== Dataset content

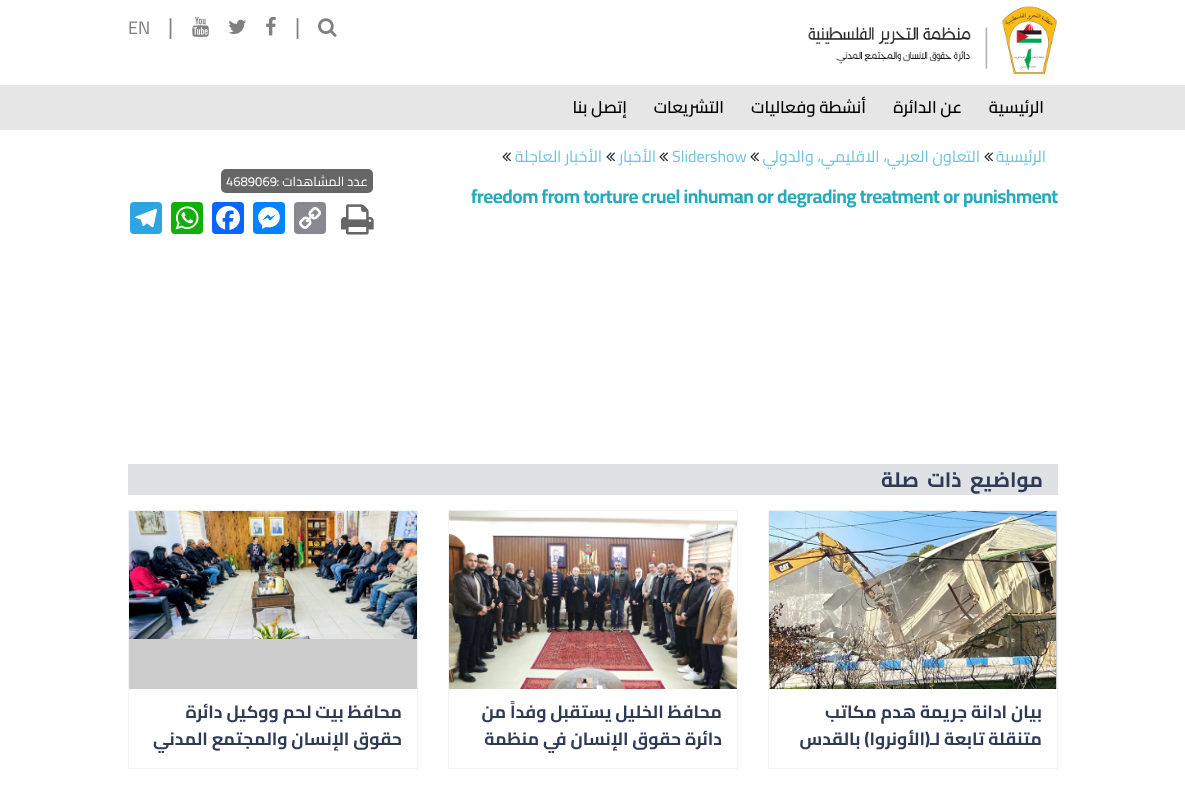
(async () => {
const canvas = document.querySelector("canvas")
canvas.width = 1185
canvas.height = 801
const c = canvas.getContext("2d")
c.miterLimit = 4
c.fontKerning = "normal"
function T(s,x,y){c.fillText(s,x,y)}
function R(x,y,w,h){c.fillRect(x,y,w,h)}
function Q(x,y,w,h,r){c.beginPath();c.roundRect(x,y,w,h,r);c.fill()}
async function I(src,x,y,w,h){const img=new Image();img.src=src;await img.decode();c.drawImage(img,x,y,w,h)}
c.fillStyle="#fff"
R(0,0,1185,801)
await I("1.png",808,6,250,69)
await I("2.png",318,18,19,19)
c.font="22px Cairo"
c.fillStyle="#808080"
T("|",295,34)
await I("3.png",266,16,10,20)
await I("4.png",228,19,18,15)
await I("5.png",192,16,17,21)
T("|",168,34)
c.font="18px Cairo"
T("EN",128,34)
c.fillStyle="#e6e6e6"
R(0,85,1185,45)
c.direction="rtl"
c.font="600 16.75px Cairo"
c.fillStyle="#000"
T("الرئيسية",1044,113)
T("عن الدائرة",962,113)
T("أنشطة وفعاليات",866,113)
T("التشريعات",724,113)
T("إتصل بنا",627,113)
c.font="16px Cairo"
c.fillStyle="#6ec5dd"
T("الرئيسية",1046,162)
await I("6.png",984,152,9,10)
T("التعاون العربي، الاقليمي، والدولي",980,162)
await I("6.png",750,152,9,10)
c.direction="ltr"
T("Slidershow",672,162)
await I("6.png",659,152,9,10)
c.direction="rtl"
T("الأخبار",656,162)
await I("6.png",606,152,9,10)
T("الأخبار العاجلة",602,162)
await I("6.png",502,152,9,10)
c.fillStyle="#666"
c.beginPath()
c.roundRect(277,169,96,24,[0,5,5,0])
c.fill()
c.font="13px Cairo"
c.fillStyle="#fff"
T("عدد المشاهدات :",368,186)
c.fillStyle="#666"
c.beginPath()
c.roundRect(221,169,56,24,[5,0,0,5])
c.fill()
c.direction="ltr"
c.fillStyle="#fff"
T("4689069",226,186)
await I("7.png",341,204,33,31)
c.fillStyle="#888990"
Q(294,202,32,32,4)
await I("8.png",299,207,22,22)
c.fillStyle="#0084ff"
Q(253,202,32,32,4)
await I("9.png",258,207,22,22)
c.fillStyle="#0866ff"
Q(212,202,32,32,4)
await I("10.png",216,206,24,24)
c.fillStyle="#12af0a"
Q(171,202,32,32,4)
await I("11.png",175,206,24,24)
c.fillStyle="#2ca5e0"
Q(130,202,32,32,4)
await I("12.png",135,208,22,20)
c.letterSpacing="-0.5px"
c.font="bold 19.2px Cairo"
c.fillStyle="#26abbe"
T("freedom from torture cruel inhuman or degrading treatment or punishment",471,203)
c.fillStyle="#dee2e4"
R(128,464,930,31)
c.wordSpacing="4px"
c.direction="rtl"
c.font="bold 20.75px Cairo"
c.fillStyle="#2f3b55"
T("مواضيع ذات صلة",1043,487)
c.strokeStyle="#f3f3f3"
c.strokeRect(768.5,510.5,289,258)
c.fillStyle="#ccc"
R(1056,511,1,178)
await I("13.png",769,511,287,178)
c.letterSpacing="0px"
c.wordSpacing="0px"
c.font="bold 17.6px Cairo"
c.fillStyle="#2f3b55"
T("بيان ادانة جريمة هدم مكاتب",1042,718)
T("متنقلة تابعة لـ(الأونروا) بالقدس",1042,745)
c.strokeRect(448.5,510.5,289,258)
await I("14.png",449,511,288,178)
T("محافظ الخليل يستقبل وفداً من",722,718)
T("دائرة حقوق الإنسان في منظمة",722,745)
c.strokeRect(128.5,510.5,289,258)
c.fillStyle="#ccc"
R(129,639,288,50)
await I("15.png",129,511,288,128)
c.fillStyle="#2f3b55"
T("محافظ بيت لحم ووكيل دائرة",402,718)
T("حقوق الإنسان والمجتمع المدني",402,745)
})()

====

# Action item
Whenever a line in the listing above includes the word "const", return that line.

# The answer
const canvas = document.querySelector("canvas")
const c = canvas.getContext("2d")
async function I(src,x,y,w,h){const img=new Image();img.src=src;await img.decode();c.drawImage(img,x,y,w,h)}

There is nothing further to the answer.